- DATA FOR THE TASK:
____________

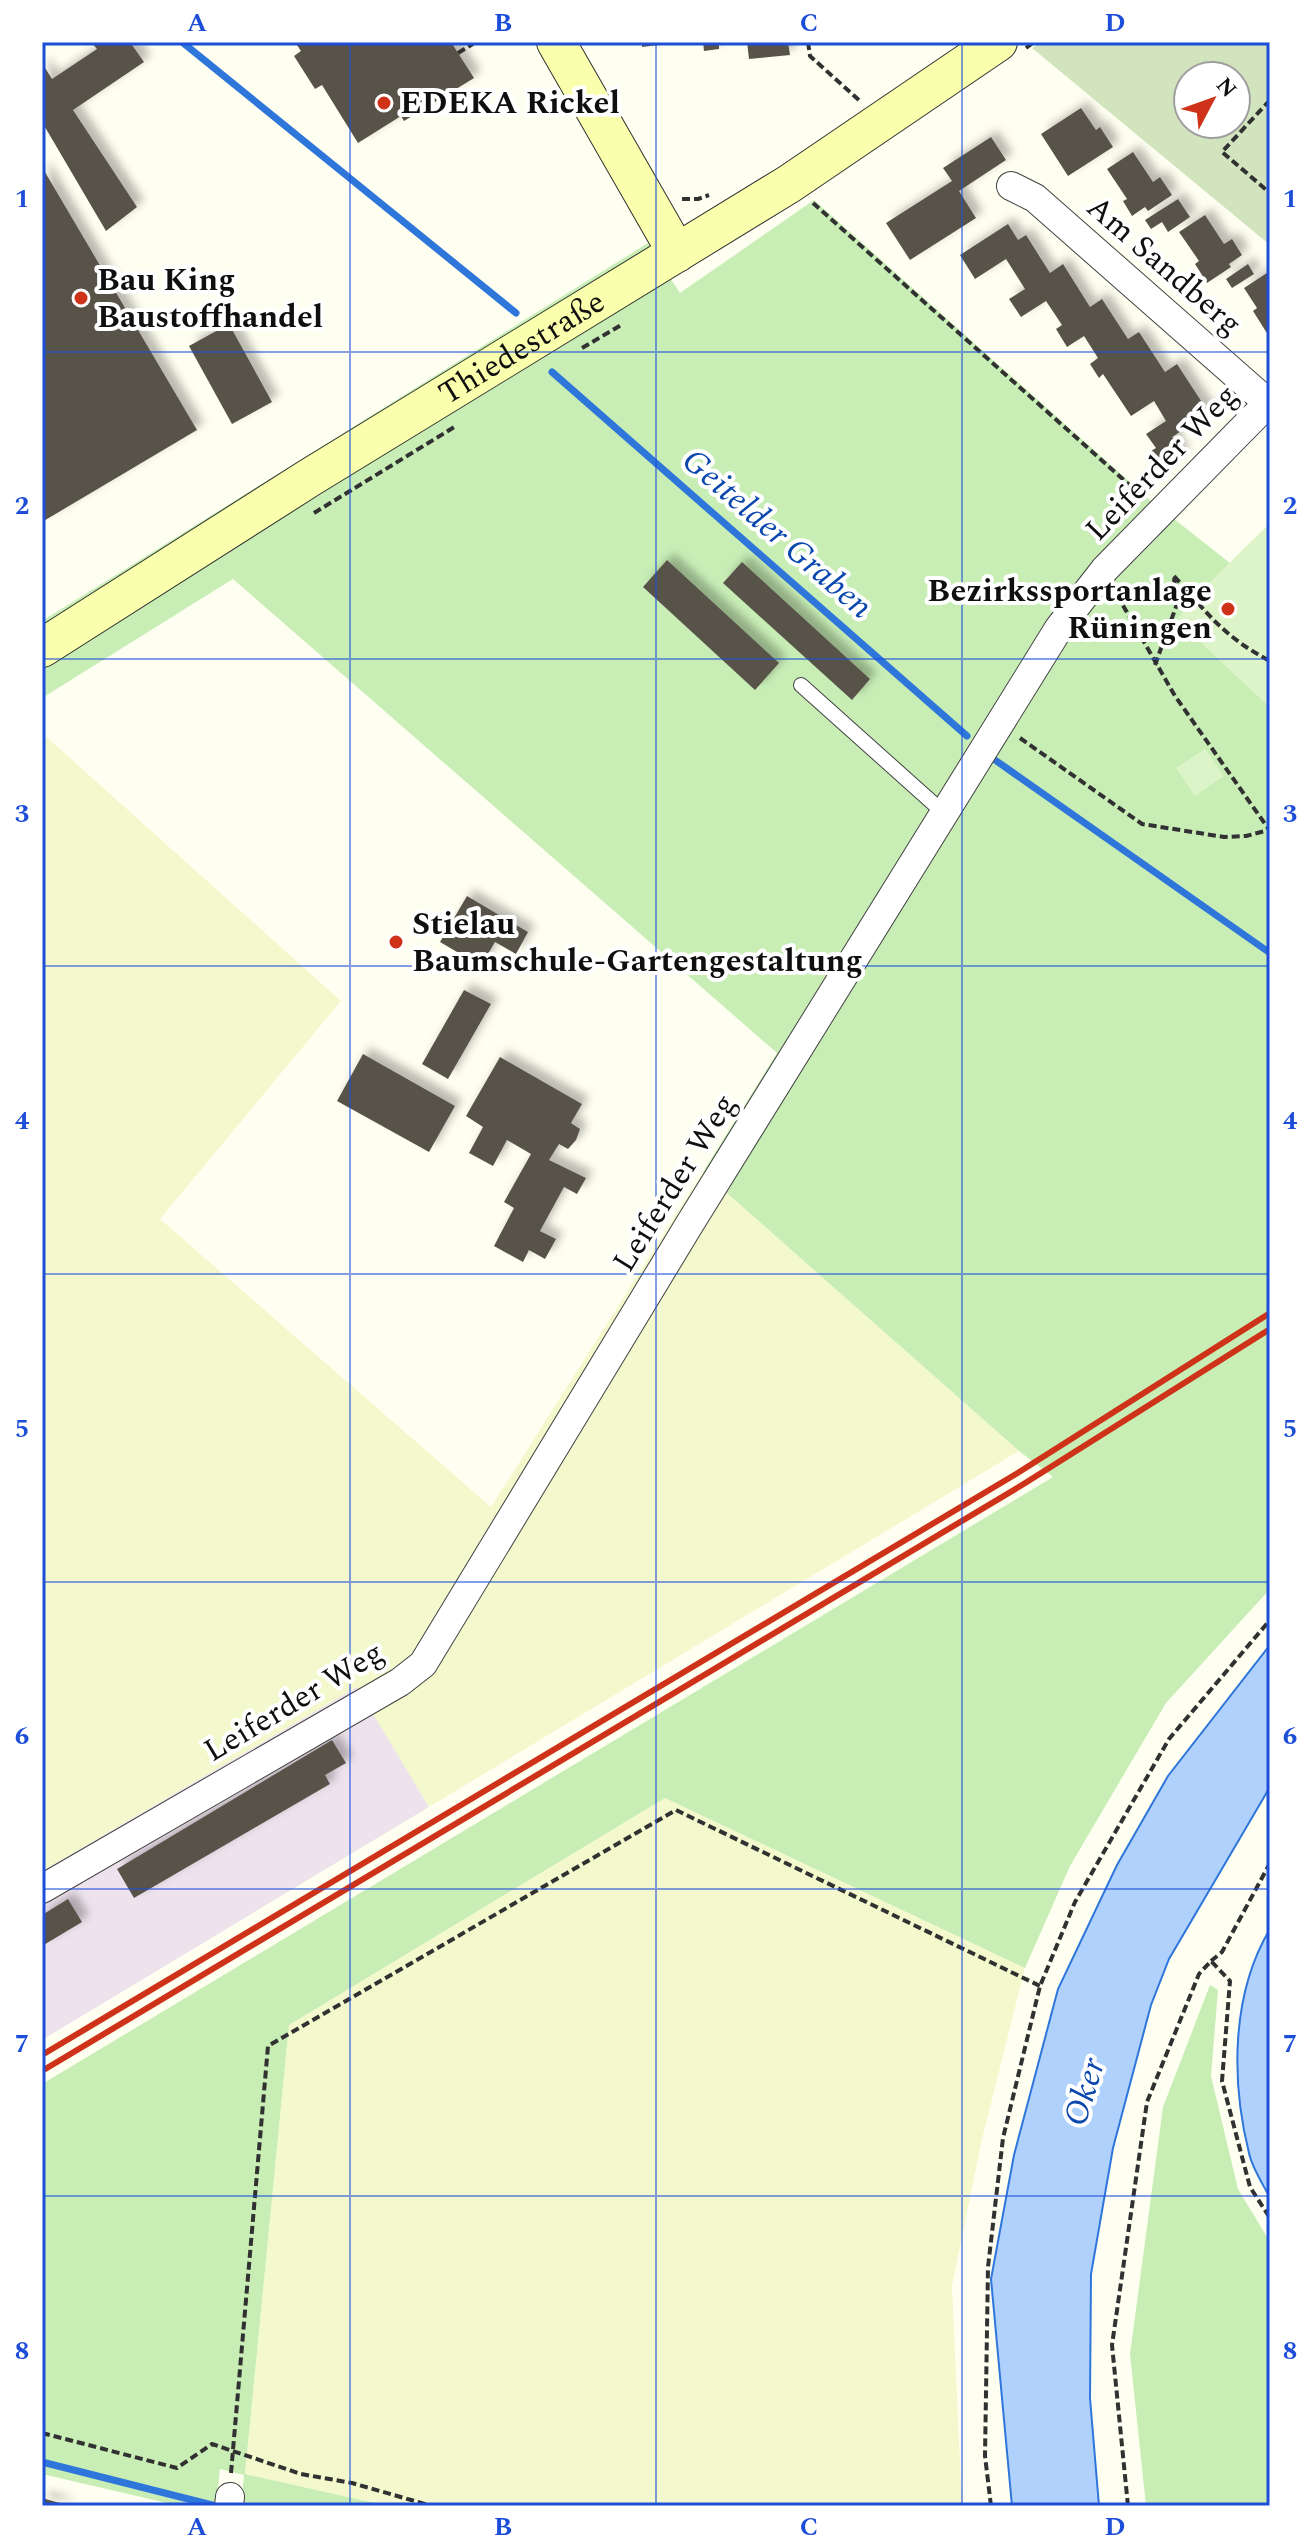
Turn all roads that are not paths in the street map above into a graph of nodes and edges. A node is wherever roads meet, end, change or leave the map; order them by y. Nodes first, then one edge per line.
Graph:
1 (556, 42) edge
2 (998, 42) edge
3 (1011, 186) dead end
4 (677, 253) junction
5 (1269, 402) edge
6 (42, 648) edge
7 (801, 685) dead end
8 (944, 813) junction
9 (42, 1889) edge

1 - 4 street
2 - 4 street, Thiedestraße
3 - 5 street, Am Sandberg
4 - 6 street, Thiedestraße
5 - 8 street, Leiferder Weg
7 - 8 lane
8 - 9 street, Leiferder Weg

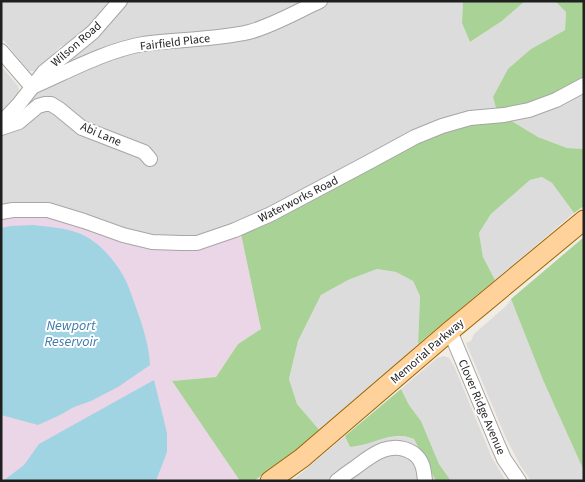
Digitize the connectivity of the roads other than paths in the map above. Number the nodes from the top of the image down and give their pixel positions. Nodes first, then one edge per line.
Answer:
1 (120, 1) edge
2 (320, 1) edge
3 (1, 50) edge
4 (584, 85) edge
5 (32, 87) junction
6 (1, 123) edge
7 (1, 128) edge
8 (150, 159) dead end
9 (1, 212) edge
10 (584, 220) edge
11 (450, 331) junction
12 (278, 479) edge
13 (337, 481) edge
14 (425, 481) edge
15 (519, 481) edge

1 - 5 street, Wilson Road
2 - 5 street, Fairfield Place
3 - 5 street
4 - 9 street, Waterworks Road
5 - 6 street, Wilson Road
7 - 8 street, Abi Lane
10 - 11 main road, Memorial Parkway
11 - 12 main road, Memorial Parkway
11 - 15 street, Clover Ridge Avenue
13 - 14 street

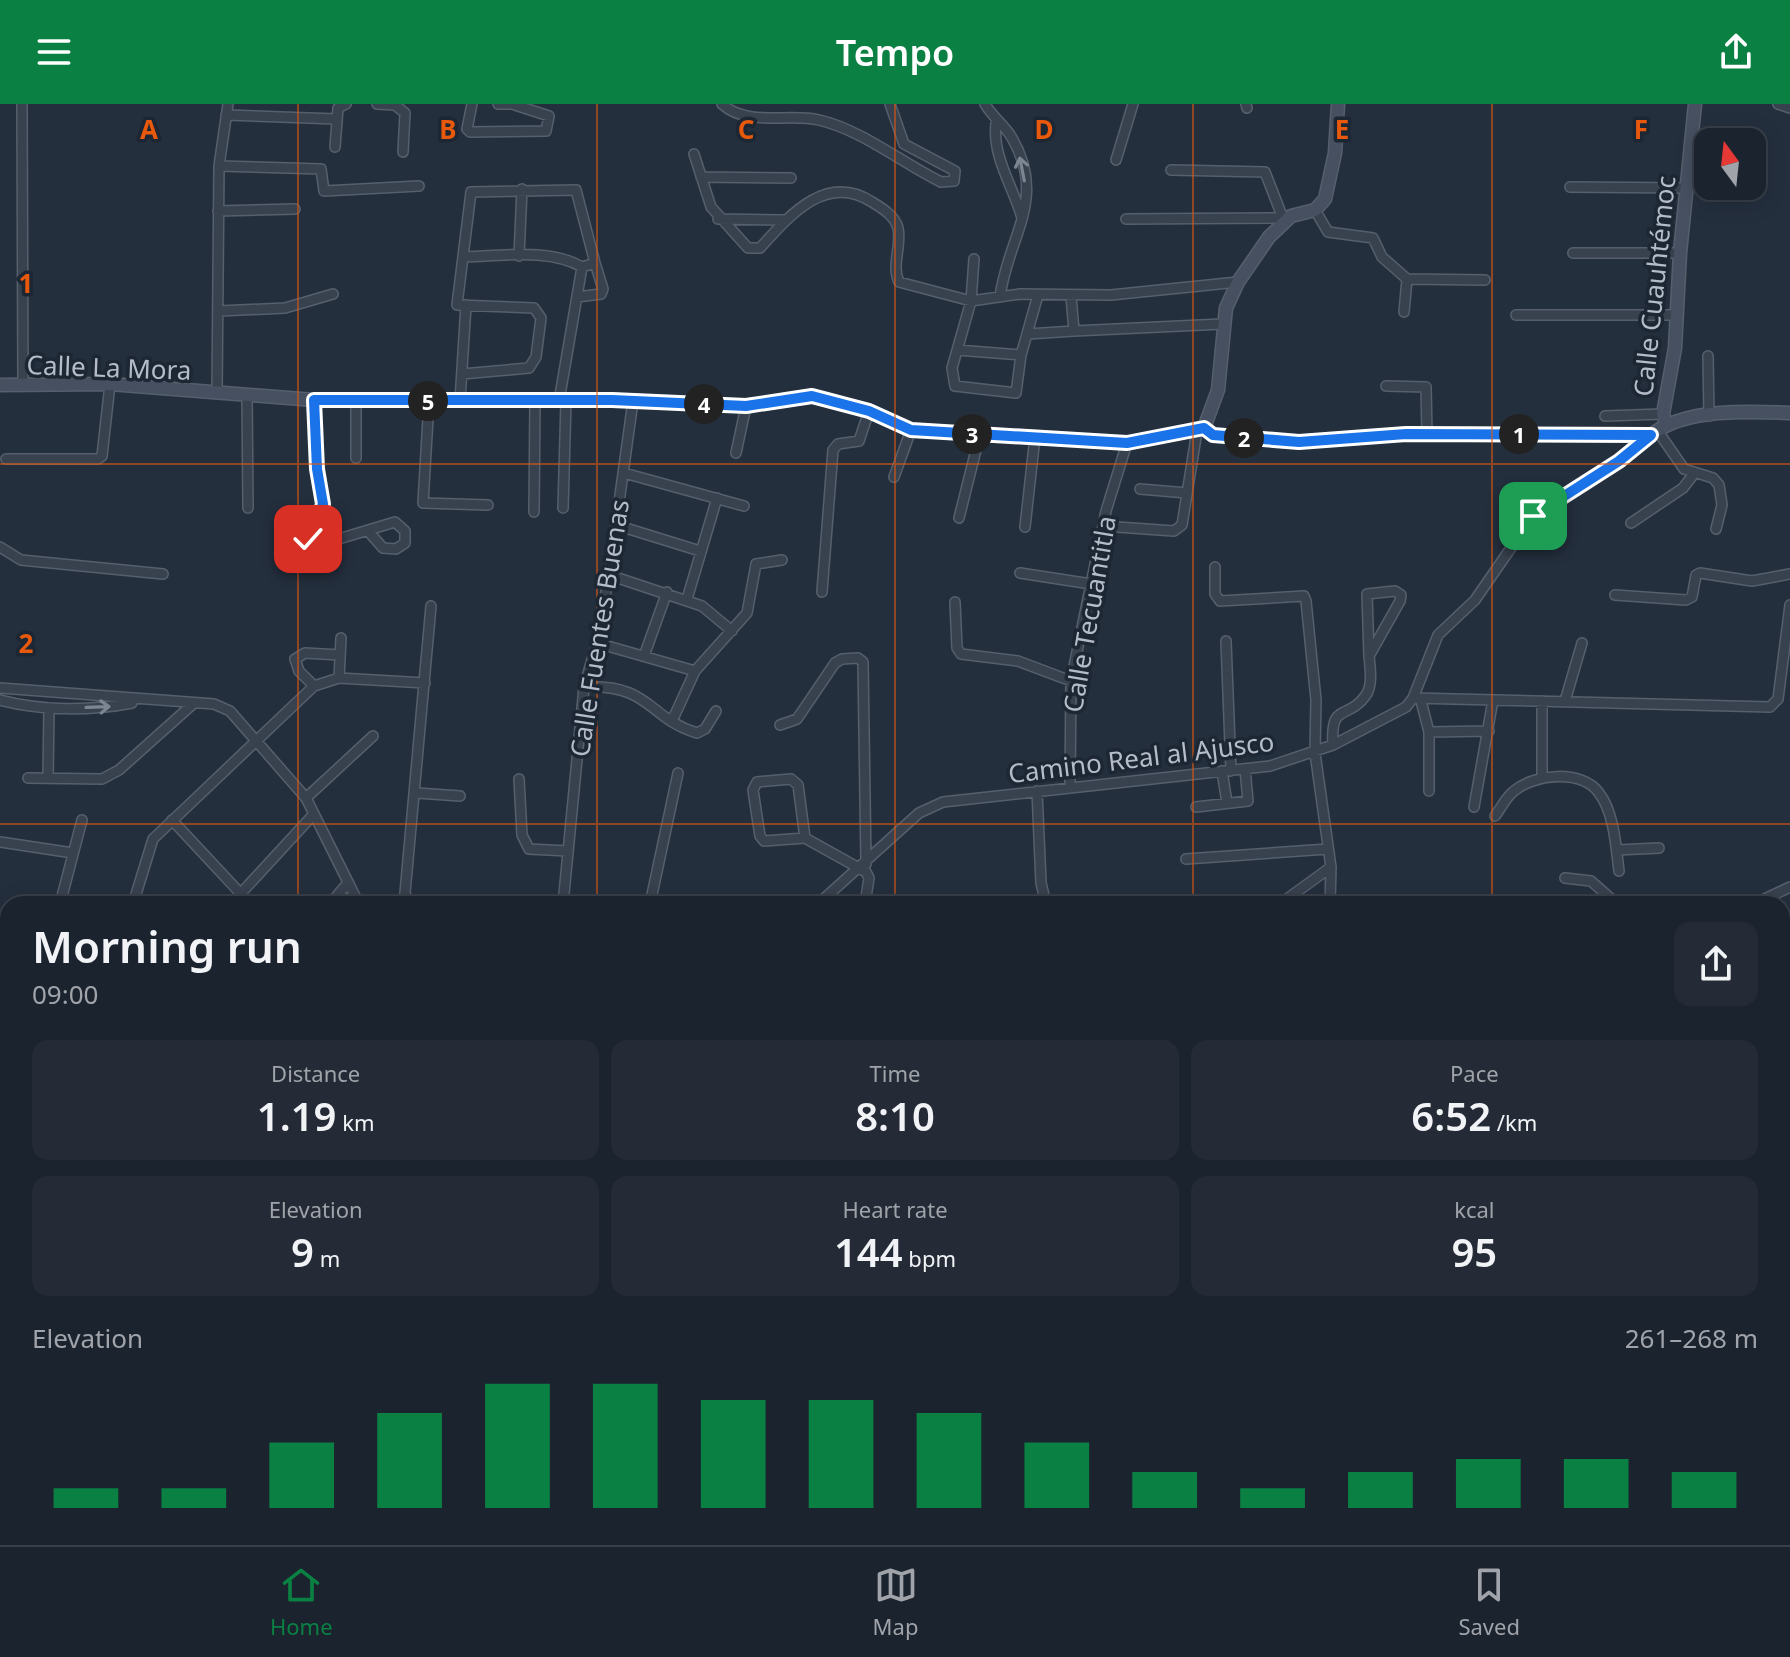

____________

- TRY IT:
The whole listing should be printed again exactly as written, images excluded.

- RESULT FOR THIS TASK:
Turn all roads that are not paths in the street map above into a graph of nodes and edges. A node is wherever roads meet, end, change or leave the map; order them by y. Nodes first, then one edge per line.
Graph:
1 (556, 42) edge
2 (998, 42) edge
3 (1011, 186) dead end
4 (677, 253) junction
5 (1269, 402) edge
6 (42, 648) edge
7 (801, 685) dead end
8 (944, 813) junction
9 (42, 1889) edge

1 - 4 street
2 - 4 street, Thiedestraße
3 - 5 street, Am Sandberg
4 - 6 street, Thiedestraße
5 - 8 street, Leiferder Weg
7 - 8 lane
8 - 9 street, Leiferder Weg

Digitize the connectivity of the roads other than paths in the map above. Number the nodes from the top of the image down and give their pixel positions. Nodes first, then one edge per line.
Answer:
1 (120, 1) edge
2 (320, 1) edge
3 (1, 50) edge
4 (584, 85) edge
5 (32, 87) junction
6 (1, 123) edge
7 (1, 128) edge
8 (150, 159) dead end
9 (1, 212) edge
10 (584, 220) edge
11 (450, 331) junction
12 (278, 479) edge
13 (337, 481) edge
14 (425, 481) edge
15 (519, 481) edge

1 - 5 street, Wilson Road
2 - 5 street, Fairfield Place
3 - 5 street
4 - 9 street, Waterworks Road
5 - 6 street, Wilson Road
7 - 8 street, Abi Lane
10 - 11 main road, Memorial Parkway
11 - 12 main road, Memorial Parkway
11 - 15 street, Clover Ridge Avenue
13 - 14 street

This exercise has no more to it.